## WHAT IS NEEDED
Every line from the one bearing "I need the junctions" through the last line of the entries should be printed exactly, with no other output.

Segment Start: TASK MATERIAL

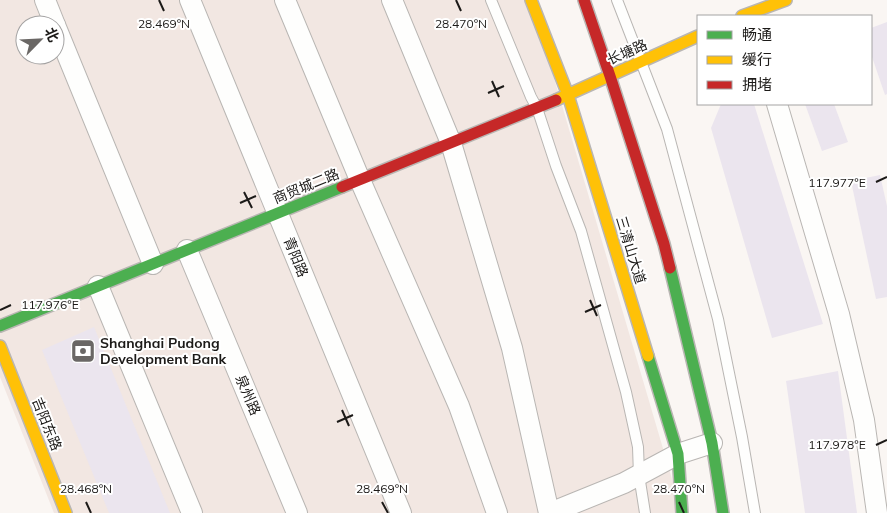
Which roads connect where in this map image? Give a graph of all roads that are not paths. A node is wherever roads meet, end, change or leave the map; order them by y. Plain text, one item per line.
1 (44, 0) edge
2 (190, 0) edge
3 (284, 0) edge
4 (392, 0) edge
5 (491, 0) edge
6 (531, 0) edge
7 (584, 0) edge
8 (617, 0) edge
9 (786, 0) edge
10 (51, 15) edge
11 (747, 15) edge
12 (697, 36) edge
13 (65, 49) edge
14 (641, 62) junction
15 (610, 76) junction
16 (568, 96) junction
17 (777, 105) edge
18 (537, 108) junction
19 (451, 143) junction
20 (360, 180) junction
21 (278, 213) junction
22 (187, 250) junction
23 (153, 264) junction
24 (98, 286) junction
25 (0, 326) edge
26 (0, 346) edge
27 (712, 444) junction
28 (678, 454) junction
29 (639, 475) junction
30 (66, 513) edge
31 (192, 513) edge
32 (297, 513) edge
33 (401, 513) edge
34 (497, 513) edge
35 (550, 513) edge
36 (645, 513) edge
37 (682, 513) edge
38 (723, 513) edge
39 (755, 513) edge
40 (876, 513) edge

1 - 10 street
2 - 21 street, 青阳路
3 - 20 street
4 - 19 street
5 - 18 lane
6 - 16 main road, 三清山大道
7 - 15 main road
8 - 14 lane
9 - 11 main road
12 - 14 main road, 长塘路
13 - 23 street
14 - 15 main road, 长塘路
14 - 39 lane
15 - 16 main road, 长塘路
15 - 27 main road
16 - 18 main road, 商贸城二路
16 - 28 main road, 三清山大道
17 - 40 street
18 - 19 main road, 商贸城二路
18 - 29 lane
19 - 20 main road, 商贸城二路
19 - 35 street
20 - 21 main road, 商贸城二路
20 - 34 street
21 - 22 main road, 商贸城二路
21 - 33 street, 青阳路
22 - 23 main road, 商贸城二路
22 - 32 street, 泉州路
23 - 24 main road, 商贸城二路
24 - 25 main road, 商贸城二路
24 - 31 street
26 - 30 main road, 吉阳东路
27 - 28 street
27 - 38 main road
28 - 29 street
28 - 37 main road, 三清山大道
29 - 35 street
29 - 36 lane

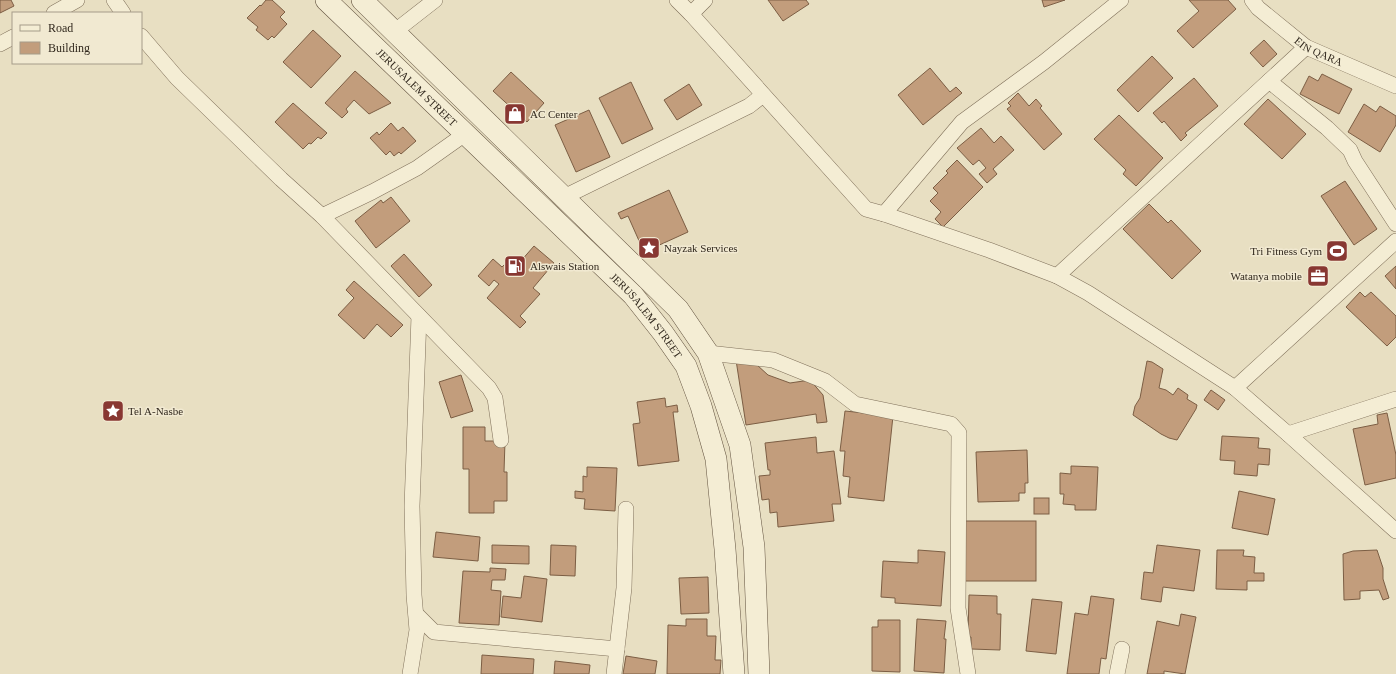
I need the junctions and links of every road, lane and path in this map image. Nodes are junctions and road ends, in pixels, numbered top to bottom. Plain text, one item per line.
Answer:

Segment End: TASK MATERIAL

## RESULT OF THE TASK
I need the junctions and links of every road, lane and path in this map image. Nodes are junctions and road ends, in pixels, numbered top to bottom. Plain text, one item per line.
Answer:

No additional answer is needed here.